I'm working with "airplane" data set from this reference http://square.github.io/crossfilter/
date,delay,distance,origin,destination
01010001,14,405,MCI,MDW
01010530,-11,370,LAX,PHX
...
// Create the crossfilter for the relevant dimensions and groups.
var flight = crossfilter(flights),
all = flight.groupAll(),
date = flight.dimension(function(d) { return d.date; }),
dates = date.group(d3.time.day),
hour = flight.dimension(function(d) { return d.date.getHours() + d.date.getMinutes() / 60; }),
hours = hour.group(Math.floor),
delay = flight.dimension(function(d) { return Math.max(-60, Math.min(149, d.delay)); }),
delays = delay.group(function(d) { return Math.floor(d / 10) * 10; }),
distance = flight.dimension(function(d) { return Math.min(1999, d.distance); }),
distances = distance.group(function(d) { return Math.floor(d / 50) * 50; });
Following document of Crossfilter, "groups don't observe the filters on their own dimension" => we can get filtered records from groups that theirs dimension are not filtered at this moment, can't we?
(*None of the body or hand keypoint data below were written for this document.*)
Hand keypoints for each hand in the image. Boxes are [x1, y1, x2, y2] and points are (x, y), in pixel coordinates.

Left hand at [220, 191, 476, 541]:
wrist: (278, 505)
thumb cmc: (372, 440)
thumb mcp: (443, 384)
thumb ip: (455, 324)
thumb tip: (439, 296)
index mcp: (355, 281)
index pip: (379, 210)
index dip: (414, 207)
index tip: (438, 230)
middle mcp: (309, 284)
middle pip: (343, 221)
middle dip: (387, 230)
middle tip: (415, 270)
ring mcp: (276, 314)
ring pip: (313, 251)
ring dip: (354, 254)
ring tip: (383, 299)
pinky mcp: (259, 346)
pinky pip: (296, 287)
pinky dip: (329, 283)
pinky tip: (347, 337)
I have performed some test but this is not correct:
console.dir(date.group().all()); // 50895 records
console.dir(distance.group().all()); // 297 records
date.filter([new Date(2001, 1, 1), new Date(2001, 2, 1)]);
console.dir(date.group().all()); // 50895 records => this number still the same because we are filtering on its dimension
console.dir(distance.group().all()); // 297 records => but this number still the same too. I don't know why
Could you please explain for me why number of "distance.group().all()" still the same as before we perform the filter? Am I missing something here?
If we really cannot get "filtered records" from "distance dimension" by this way, how can I achive this?
Thanks.
So, yes, this is the expected behavior.
Crossfilter will create a "bin" in the group for every value it finds by applying the dimension key and group key functions. Then when a filter is applied, it will apply the reduce-remove function, which by default subtracts the count of rows removed.
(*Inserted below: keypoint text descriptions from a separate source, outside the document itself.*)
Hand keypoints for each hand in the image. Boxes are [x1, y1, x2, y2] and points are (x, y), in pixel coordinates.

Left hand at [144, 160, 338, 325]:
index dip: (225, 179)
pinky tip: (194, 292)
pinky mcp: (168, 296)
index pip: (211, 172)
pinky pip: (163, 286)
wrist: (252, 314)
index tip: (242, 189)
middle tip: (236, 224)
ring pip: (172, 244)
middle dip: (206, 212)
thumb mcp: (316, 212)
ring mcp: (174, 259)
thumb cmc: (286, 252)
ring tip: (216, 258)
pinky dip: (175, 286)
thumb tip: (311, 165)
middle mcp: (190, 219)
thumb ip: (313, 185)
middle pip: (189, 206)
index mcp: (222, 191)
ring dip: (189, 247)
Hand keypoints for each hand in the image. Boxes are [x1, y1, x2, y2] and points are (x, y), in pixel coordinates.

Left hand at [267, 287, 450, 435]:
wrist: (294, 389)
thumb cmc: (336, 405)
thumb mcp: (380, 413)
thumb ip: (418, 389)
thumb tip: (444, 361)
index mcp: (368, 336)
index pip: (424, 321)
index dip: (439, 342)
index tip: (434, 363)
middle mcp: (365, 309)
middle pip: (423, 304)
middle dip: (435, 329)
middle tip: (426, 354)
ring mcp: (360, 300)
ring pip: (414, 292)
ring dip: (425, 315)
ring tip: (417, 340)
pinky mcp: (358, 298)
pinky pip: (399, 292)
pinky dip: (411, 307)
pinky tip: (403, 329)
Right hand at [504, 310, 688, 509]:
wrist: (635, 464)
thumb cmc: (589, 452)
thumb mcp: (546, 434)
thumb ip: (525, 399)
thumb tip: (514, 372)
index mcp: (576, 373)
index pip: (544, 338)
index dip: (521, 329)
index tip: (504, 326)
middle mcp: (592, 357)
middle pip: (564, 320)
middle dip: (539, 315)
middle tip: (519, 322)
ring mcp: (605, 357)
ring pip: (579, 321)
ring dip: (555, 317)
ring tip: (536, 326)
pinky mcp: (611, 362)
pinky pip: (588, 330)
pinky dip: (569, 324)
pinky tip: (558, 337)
The result is that empty bins still exist, but they have a value of 0.
EDIT: here is the Crossfilter Gotchas entry with further explanation.
If you want to remove the zeros, you can use a "fake group" to do that.
function remove_empty_bins(source_group) {
return {
all:function () {
return source_group.all().filter(function(d) {
//return Math.abs(d.value) > 0.00001; // if using floating-point numbers
return d.value !== 0; // if integers only
});
}
};
}
https://github.com/dc-js/dc.js/wiki/FAQ#remove-empty-bins
This function wraps the group in an object which implements .all()
by calling source_group.all()
and then filters the result. So if you're using dc.js you could supply this fake group to your chart like so:
chart.group(remove_empty_bins(yourGroup));